In attesa della nuova puntata di FooDwork ecco il testo di riferimento con gli argomenti che tratteremo.
Shu-ha-ri.
E' la formula con cui gli attori del teatro Kabuki giapponese apprendono e sviluppano i kata. Ogni kata è una sequenza di movimenti fissi provenienti dalla tradizione: un modello base, una forma.
Shu è la fase di apprendimento dettagliato del kata.Ha è la fase di incorporamento del kata, per cui lo si può eseguire con spontaneità e naturalezza.

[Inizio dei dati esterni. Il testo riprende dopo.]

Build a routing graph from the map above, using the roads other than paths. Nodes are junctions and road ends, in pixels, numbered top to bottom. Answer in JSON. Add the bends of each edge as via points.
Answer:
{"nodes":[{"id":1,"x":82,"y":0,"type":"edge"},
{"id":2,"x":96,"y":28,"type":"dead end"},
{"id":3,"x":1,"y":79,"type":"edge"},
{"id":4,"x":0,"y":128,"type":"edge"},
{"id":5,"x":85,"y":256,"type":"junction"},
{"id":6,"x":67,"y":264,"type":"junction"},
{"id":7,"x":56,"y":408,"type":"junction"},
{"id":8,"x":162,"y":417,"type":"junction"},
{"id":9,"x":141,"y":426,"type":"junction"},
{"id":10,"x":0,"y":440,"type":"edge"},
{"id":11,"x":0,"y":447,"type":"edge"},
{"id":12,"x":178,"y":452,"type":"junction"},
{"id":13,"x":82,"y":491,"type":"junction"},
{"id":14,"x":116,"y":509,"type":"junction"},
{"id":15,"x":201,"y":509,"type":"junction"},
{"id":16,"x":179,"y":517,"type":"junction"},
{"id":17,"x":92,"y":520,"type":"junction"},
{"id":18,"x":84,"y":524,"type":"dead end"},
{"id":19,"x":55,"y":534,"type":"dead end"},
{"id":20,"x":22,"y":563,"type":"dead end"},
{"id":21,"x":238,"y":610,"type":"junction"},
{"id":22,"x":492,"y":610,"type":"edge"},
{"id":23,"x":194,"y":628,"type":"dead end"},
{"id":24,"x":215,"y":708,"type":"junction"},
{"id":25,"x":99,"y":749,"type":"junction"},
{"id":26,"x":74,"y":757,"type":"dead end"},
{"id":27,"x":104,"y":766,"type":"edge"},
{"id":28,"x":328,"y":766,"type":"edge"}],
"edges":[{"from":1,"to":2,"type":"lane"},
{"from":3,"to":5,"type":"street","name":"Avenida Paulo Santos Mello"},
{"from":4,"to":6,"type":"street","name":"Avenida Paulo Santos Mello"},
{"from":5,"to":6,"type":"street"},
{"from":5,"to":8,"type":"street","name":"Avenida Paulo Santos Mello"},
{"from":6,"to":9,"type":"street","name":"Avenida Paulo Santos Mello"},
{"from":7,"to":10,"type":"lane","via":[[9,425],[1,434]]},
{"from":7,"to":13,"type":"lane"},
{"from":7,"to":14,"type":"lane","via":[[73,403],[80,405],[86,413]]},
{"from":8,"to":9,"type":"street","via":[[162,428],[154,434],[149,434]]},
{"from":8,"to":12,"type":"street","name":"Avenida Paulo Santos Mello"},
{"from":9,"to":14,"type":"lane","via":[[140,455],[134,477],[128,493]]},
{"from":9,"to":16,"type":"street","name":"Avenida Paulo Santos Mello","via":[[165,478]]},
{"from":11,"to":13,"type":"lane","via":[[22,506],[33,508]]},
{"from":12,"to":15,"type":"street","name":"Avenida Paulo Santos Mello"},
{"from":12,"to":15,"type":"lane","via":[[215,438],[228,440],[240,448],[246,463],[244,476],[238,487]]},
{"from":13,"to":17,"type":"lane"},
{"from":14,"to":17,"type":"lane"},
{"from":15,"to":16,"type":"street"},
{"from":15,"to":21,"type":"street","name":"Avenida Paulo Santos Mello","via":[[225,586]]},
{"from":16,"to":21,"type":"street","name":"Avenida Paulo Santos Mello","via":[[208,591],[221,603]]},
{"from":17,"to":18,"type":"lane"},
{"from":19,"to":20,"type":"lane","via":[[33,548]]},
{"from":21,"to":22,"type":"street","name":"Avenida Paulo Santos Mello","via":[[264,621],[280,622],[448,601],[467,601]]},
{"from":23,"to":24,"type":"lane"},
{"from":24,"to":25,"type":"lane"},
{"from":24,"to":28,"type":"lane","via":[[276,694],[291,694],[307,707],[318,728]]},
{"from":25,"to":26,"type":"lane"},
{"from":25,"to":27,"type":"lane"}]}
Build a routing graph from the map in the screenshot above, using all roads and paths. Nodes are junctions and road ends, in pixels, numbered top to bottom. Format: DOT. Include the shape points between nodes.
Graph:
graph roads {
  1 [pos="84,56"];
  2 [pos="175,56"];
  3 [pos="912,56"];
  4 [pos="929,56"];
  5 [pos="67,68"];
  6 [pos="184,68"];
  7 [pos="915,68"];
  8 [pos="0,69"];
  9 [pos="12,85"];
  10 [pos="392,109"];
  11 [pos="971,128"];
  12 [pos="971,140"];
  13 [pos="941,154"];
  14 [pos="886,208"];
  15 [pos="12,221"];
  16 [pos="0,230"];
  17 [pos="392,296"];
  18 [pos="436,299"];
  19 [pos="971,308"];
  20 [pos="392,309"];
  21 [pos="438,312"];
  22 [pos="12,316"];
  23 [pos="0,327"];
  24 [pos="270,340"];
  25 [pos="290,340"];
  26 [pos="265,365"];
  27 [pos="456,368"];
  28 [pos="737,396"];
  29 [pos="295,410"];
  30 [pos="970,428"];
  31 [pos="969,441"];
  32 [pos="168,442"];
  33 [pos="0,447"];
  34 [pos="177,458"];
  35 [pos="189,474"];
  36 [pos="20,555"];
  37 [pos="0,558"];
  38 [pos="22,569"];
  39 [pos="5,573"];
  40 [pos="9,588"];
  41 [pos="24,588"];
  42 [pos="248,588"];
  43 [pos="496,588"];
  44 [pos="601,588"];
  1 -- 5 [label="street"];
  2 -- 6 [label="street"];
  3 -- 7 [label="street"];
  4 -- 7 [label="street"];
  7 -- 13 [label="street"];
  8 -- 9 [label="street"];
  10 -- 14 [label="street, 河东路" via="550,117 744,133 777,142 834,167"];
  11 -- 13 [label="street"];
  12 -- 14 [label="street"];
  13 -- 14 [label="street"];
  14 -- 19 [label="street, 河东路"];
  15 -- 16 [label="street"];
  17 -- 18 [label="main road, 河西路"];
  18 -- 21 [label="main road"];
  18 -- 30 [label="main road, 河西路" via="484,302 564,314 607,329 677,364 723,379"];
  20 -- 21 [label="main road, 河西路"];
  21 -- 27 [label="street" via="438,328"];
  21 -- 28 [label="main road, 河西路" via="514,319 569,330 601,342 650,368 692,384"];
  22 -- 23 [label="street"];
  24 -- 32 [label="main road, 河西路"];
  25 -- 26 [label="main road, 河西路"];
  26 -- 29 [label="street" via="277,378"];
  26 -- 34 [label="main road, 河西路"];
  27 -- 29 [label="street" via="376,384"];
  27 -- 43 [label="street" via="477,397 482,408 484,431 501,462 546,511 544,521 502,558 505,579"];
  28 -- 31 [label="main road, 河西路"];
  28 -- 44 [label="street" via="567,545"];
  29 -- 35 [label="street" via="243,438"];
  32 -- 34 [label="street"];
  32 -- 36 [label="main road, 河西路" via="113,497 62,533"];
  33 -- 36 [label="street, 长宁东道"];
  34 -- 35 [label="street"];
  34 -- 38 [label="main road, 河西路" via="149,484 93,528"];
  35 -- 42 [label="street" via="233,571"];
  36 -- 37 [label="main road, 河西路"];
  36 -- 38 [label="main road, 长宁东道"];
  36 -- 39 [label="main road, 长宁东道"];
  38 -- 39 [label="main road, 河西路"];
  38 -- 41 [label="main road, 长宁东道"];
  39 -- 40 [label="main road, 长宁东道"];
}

Ri è l'ultima fase, in cui ci si distacca dalla rigidità del kata, modellandolo.
Shu-ha-ri.
Inspiro-trattengo il fiato-espiro.
La rigida tradizione dei teatri asiatici può offrirci lo spunto per parlare del nostro approccio alla tecnica del b-boying, discpilina con nemmeno 40 anni di storia ma ormai globalizzata. Essendo un'arte ancora acerba e in via di definizione, il dibattito è fra coloro che vorrebbere lasciare libero spazio all'espressione personale e altri che ribadiscono l'importanza del legame con i prinicpi originali (foundation), di cui la tecnica dei movimenti del corpo è parte integrante. Di primo impatto verrebe da dire:"E' ovvio, lasciamo che ognuno si esprima come vuole (tesi progressista)! Perchè dovremmo imporre degli ostacoli tecnici alla nostra espressione personale (tesi reazionaria)?".
Possiamo incontrare una corrispondenza analoga con un diffuso atteggiamento nei confronti della vita nella cultura occidentale:"E' ovvio, lasciamo che ognuno si diverta come vuole! Perchè dovrei imporre dei divieti generali al godimento personale?". Finchè non calpestiamo "l'erba del vicino" (o ce la fumiamo!), tutto è lecito se così ci piace. Cresciamo con l'idea di andare via di casa per "fare quello che ci pare". Ed è giusto. Ma dal poter godere si è passati al dover godere. Nella società del divertimento obbligato (es. il rito del "sabato sera"), lungi da essere i protagonisti, ci ritroviamo ad essere un puntino insignificante della Massa. Così, siamo liberamente-obbligati a festeggiare il nostro "non-compleanno" come in Alice nel Paese dell Meraviglie.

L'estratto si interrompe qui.